Due to its low price natural gas continues to capture a greater share of the coal market. The EIA reported yesterday coal production is down 20% vs. a year ago. Not sure you’ve noticed by coal companies are going into bankrupt.

This morning the April contract become the prompt month and it is down 2.4¢, but even with it being down it is still 4.8¢ higher than March’s expiration value. This is convergence.

Elsewhere

It’s tax time and many of us are working on our taxes. Oh, what fun! Here’s an astounding piece of data I came across. According to the Tax Policy Center, of note this is a nonpartisan Washington based research group, 45.3% of American households, roughly 77.5 million, will pay no federal individual income tax in 2015! (However, this does not necessarily mean they do not owe state income taxes). Half of the 45.3% pay no federal tax because they have no taxable income and the other half get enough tax breaks to erase their tax liability.

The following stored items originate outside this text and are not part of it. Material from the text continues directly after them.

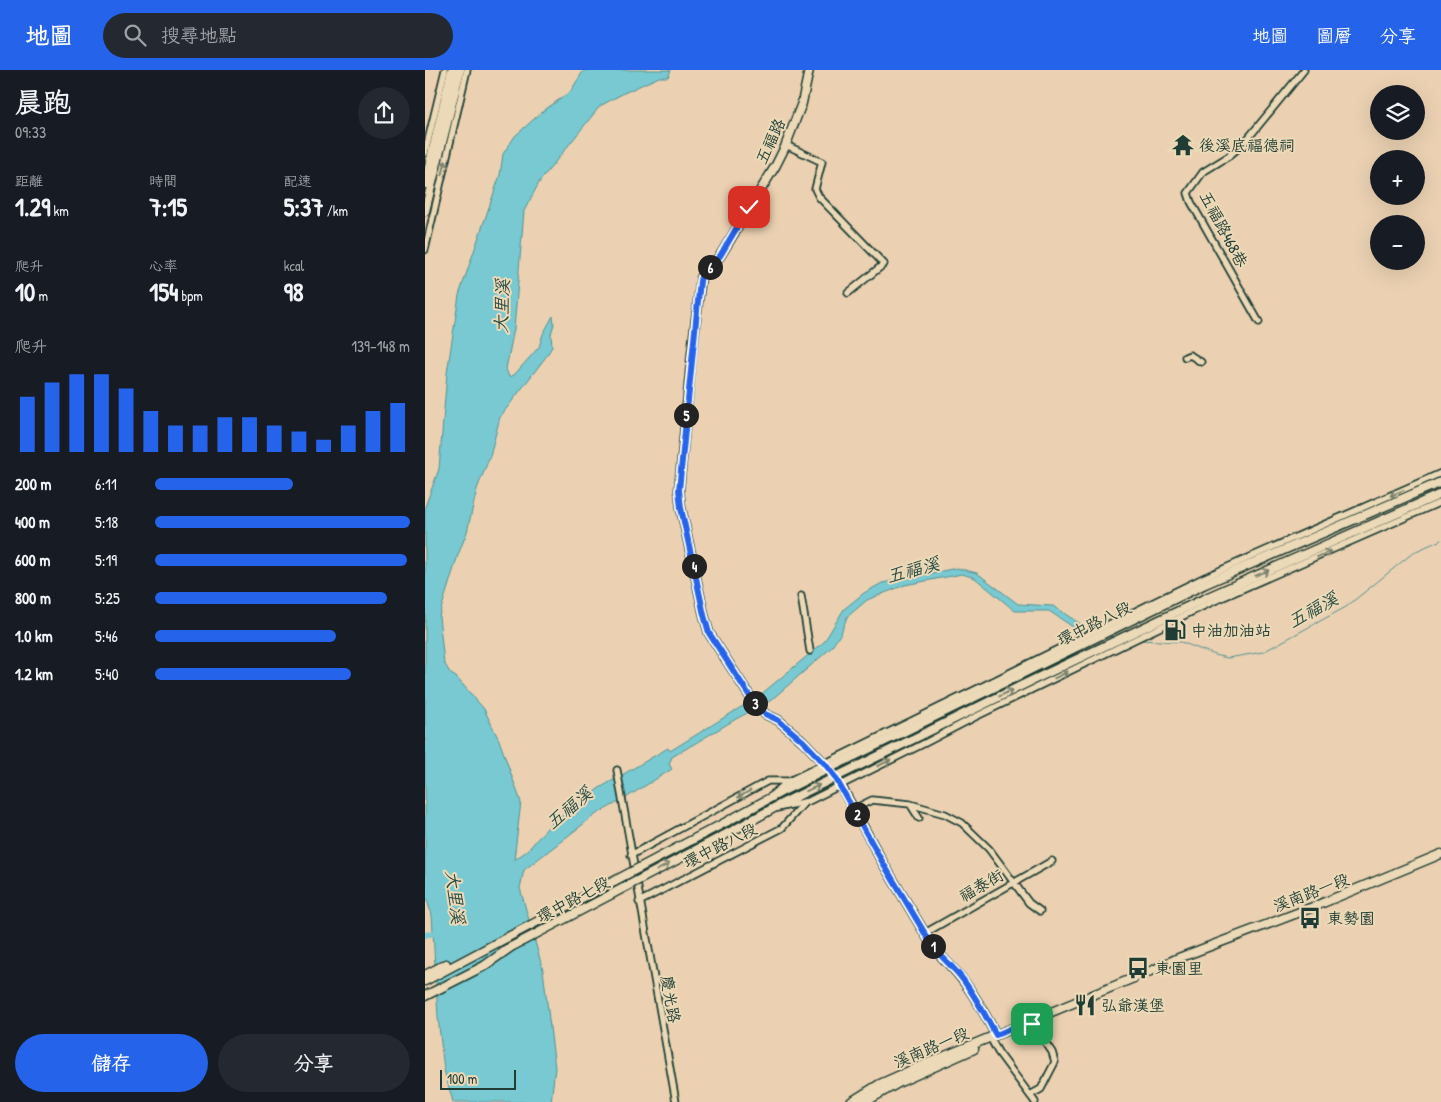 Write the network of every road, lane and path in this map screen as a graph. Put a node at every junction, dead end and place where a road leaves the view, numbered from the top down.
1 (445, 70) edge
2 (452, 70) edge
3 (460, 70) edge
4 (467, 70) edge
5 (809, 70) edge
6 (1304, 70) edge
7 (786, 145) junction
8 (425, 153) edge
9 (425, 184) edge
10 (425, 211) edge
11 (427, 233) edge
12 (425, 250) edge
13 (848, 293) dead end
14 (1259, 322) dead end
15 (1185, 357) dead end
16 (1201, 362) dead end
17 (1441, 473) edge
18 (1441, 482) edge
19 (1441, 494) edge
20 (1441, 502) edge
21 (1202, 582) junction
22 (801, 596) dead end
23 (1211, 599) junction
24 (1123, 641) junction
25 (810, 651) dead end
26 (827, 766) junction
27 (617, 770) dead end
28 (835, 777) junction
29 (789, 781) junction
30 (840, 785) junction
31 (765, 800) junction
32 (805, 802) junction
33 (910, 804) junction
34 (854, 809) junction
35 (770, 810) junction
36 (919, 818) dead end
37 (728, 821) joint
38 (734, 830) joint
39 (1441, 854) edge
40 (631, 856) junction
41 (1052, 861) dead end
42 (1015, 881) junction
43 (639, 902) junction
44 (1039, 912) dead end
45 (925, 933) junction
46 (507, 937) junction
47 (511, 947) junction
48 (425, 975) edge
49 (425, 981) edge
50 (425, 991) edge
51 (425, 996) edge
52 (1029, 1024) junction
53 (994, 1038) junction
54 (1030, 1095) junction
55 (675, 1102) edge
56 (851, 1102) edge
57 (865, 1102) edge
58 (1035, 1102) edge

1 - 8 street
2 - 9 street
3 - 10 street
11 -> 4 street
5 - 7 street, 五福路
6 - 14 street, 五福路468巷
7 - 13 street
7 - 26 street, 五福路
11 - 12 street
15 - 16 street
17 -> 21 street, 環中路八段
18 - 21 street, 環中路八段
23 -> 19 street, 環中路八段
23 -> 20 street, 環中路八段
21 - 23 street
21 - 26 street, 環中路八段
22 - 25 street
23 - 24 street, 環中路八段
23 - 24 street, 環中路八段
28 -> 24 street, 環中路八段
30 -> 24 street, 環中路八段
26 - 28 street
26 - 29 street, 環中路八段
26 - 31 street, 環中路八段
27 - 40 street, 慶光路
28 - 30 street
35 -> 28 street, 環中路八段
29 - 31 street, 環中路八段
29 -> 40 street, 環中路八段
30 - 32 street, 環中路八段
30 - 34 street
31 - 37 street, 環中路八段
32 - 35 street, 環中路八段
32 - 43 street, 環中路八段
33 - 34 street
33 - 36 street
33 - 42 street
34 - 45 street
35 - 38 street, 環中路八段
37 - 46 street, 環中路七段, bridge
47 -> 38 street, 環中路七段, bridge
39 - 52 street, 溪南路一段
40 - 43 street, 慶光路
41 - 42 street, 福泰街
42 - 44 street
42 - 45 street, 福泰街
43 - 55 street, 慶光路
45 - 53 street
46 - 48 street
46 - 49 street, 環中路七段
47 - 50 street, 環中路七段
47 - 51 street
52 - 53 street, 溪南路一段
52 - 54 street
53 - 54 street
53 - 56 street, 溪南路一段
53 - 57 street, 溪南路一段
54 - 58 street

Despite the fact that rich people paying little in the way of income taxes makes plenty of headlines, this is the exception, not the rule. The top 1% of taxpayers pay a higher effective income tax rate than any other group, around 23%, nearly seven times higher than those in the bottom 50%. On average, those in the bottom 49% of the income spectrum end up getting money from the government. Meanwhile, the richest 20% of Americans, by far, pay the most in in income taxes forking over nearly 87% of all income tax collected by Uncle Sam.

The top 1% of Americans, who have an average income of more than 2.1 million, pay 43.6% of all federal individual income tax in the U.S.